- _Work instruction_
Check each line of the entries below for the word "McDermott", and copy out the ones that have it.

- _Excerpted data_
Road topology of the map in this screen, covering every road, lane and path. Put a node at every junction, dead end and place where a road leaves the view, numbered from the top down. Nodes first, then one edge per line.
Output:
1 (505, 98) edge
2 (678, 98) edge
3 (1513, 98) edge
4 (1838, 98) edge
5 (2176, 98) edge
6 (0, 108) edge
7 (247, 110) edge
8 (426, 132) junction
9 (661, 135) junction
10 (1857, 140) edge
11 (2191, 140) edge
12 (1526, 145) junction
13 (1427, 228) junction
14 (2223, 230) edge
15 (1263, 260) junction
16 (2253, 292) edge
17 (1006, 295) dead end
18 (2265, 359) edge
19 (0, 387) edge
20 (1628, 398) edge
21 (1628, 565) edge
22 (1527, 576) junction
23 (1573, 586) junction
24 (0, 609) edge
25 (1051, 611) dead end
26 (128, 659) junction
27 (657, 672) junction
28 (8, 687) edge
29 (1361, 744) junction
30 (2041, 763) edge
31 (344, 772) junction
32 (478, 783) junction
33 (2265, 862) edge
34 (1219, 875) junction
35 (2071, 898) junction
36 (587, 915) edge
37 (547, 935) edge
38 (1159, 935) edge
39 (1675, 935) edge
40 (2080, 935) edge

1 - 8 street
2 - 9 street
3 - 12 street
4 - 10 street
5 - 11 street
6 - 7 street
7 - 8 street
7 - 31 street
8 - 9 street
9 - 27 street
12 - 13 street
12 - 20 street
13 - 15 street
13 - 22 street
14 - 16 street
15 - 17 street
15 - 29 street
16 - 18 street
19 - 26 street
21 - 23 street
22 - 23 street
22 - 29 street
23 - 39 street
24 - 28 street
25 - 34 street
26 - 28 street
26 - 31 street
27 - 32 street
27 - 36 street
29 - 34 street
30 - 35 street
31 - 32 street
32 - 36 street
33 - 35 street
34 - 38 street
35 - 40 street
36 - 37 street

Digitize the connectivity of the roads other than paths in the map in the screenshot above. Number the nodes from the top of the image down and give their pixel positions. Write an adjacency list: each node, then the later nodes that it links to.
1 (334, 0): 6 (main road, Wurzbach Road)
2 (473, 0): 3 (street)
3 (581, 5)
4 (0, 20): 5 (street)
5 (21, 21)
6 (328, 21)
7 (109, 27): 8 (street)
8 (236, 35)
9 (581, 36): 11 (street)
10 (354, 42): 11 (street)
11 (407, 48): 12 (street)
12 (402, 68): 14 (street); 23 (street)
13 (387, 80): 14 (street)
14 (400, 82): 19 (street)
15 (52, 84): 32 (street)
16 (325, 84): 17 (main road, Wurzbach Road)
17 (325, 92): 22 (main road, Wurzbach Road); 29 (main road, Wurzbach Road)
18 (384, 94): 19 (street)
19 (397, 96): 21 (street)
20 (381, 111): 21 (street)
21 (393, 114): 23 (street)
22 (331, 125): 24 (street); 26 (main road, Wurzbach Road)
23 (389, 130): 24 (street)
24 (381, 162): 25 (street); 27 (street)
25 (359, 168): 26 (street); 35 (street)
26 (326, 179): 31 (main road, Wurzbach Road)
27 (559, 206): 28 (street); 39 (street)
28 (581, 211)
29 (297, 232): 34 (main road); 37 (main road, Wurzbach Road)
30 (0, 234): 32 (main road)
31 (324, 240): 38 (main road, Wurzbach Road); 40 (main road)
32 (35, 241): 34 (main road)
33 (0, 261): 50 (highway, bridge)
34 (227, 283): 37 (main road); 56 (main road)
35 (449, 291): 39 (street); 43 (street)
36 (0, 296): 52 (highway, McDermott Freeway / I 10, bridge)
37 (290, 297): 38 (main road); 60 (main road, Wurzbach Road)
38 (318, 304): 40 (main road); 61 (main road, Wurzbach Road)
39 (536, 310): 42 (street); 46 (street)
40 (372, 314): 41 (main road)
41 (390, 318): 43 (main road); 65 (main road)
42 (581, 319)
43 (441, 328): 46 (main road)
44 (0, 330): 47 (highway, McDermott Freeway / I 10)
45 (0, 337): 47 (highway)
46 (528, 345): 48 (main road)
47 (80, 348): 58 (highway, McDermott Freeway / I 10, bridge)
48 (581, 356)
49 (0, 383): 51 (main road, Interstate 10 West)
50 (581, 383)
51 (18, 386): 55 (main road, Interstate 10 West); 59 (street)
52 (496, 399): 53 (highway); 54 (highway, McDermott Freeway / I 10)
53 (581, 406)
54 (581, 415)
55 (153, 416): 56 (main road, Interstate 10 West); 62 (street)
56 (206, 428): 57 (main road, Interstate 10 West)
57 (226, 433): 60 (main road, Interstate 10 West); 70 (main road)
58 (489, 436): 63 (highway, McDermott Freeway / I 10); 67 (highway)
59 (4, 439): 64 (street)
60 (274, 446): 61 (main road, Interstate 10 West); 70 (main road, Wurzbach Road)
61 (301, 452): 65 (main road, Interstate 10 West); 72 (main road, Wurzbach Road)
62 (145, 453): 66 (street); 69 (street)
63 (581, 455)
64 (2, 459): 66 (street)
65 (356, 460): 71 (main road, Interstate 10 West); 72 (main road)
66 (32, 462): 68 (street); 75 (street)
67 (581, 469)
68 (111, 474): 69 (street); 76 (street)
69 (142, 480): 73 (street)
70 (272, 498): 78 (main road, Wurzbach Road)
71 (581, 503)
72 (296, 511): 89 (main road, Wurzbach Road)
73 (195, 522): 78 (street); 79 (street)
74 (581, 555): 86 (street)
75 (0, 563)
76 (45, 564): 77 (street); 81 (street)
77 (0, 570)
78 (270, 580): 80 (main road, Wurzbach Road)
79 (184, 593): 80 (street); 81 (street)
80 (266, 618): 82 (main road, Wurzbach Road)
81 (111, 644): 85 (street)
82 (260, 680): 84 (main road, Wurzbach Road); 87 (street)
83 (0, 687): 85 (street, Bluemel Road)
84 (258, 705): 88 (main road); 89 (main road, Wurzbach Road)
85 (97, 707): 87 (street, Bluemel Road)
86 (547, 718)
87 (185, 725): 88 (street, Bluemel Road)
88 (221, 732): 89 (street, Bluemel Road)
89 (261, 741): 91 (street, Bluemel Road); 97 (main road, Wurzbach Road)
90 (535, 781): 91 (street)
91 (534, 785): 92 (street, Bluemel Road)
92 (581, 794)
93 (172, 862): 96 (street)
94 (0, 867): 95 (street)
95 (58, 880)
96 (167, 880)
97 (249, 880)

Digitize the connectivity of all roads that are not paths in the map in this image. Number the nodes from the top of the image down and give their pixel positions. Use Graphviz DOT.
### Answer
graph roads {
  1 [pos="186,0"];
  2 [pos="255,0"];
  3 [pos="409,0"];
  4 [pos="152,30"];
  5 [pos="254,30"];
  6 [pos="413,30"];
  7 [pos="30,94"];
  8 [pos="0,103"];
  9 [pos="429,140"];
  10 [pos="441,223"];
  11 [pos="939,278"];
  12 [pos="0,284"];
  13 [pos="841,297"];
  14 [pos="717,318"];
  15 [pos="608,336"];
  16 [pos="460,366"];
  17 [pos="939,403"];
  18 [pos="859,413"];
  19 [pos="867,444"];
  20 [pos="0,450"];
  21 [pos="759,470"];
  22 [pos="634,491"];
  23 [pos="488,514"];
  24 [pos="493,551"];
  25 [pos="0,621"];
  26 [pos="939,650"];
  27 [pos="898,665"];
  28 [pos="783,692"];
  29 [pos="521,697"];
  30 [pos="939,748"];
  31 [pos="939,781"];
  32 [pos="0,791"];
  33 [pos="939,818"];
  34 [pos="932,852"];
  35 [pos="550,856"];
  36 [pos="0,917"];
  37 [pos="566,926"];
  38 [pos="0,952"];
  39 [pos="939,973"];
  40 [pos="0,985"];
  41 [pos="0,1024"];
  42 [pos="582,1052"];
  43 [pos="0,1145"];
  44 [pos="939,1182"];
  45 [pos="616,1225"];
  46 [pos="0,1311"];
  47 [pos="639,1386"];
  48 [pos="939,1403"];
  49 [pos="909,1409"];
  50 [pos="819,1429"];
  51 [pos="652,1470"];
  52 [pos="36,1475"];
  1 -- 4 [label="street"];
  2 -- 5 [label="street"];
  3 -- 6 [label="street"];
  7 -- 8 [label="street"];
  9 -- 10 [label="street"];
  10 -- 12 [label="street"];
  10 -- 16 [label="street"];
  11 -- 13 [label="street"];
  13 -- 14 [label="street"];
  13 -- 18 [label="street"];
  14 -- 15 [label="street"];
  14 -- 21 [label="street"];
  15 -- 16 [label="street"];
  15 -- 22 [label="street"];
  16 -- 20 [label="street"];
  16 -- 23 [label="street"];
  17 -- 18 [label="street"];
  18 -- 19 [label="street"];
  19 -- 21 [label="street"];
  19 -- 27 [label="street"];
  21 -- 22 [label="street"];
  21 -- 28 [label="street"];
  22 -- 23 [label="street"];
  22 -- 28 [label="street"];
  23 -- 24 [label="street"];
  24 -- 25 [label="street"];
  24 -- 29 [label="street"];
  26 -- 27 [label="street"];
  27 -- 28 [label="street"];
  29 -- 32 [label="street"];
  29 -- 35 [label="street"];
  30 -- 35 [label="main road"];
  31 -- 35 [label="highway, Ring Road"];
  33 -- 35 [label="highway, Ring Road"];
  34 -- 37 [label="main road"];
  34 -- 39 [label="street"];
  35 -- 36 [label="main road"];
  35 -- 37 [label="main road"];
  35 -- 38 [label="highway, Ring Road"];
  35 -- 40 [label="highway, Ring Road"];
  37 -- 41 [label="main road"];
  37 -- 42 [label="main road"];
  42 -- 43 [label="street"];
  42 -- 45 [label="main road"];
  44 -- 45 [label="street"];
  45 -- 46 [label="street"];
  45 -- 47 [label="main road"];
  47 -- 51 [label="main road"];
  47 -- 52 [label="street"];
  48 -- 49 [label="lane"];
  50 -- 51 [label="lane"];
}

- _Task answer_
36 (0, 296): 52 (highway, McDermott Freeway / I 10, bridge)
44 (0, 330): 47 (highway, McDermott Freeway / I 10)
47 (80, 348): 58 (highway, McDermott Freeway / I 10, bridge)
52 (496, 399): 53 (highway); 54 (highway, McDermott Freeway / I 10)
58 (489, 436): 63 (highway, McDermott Freeway / I 10); 67 (highway)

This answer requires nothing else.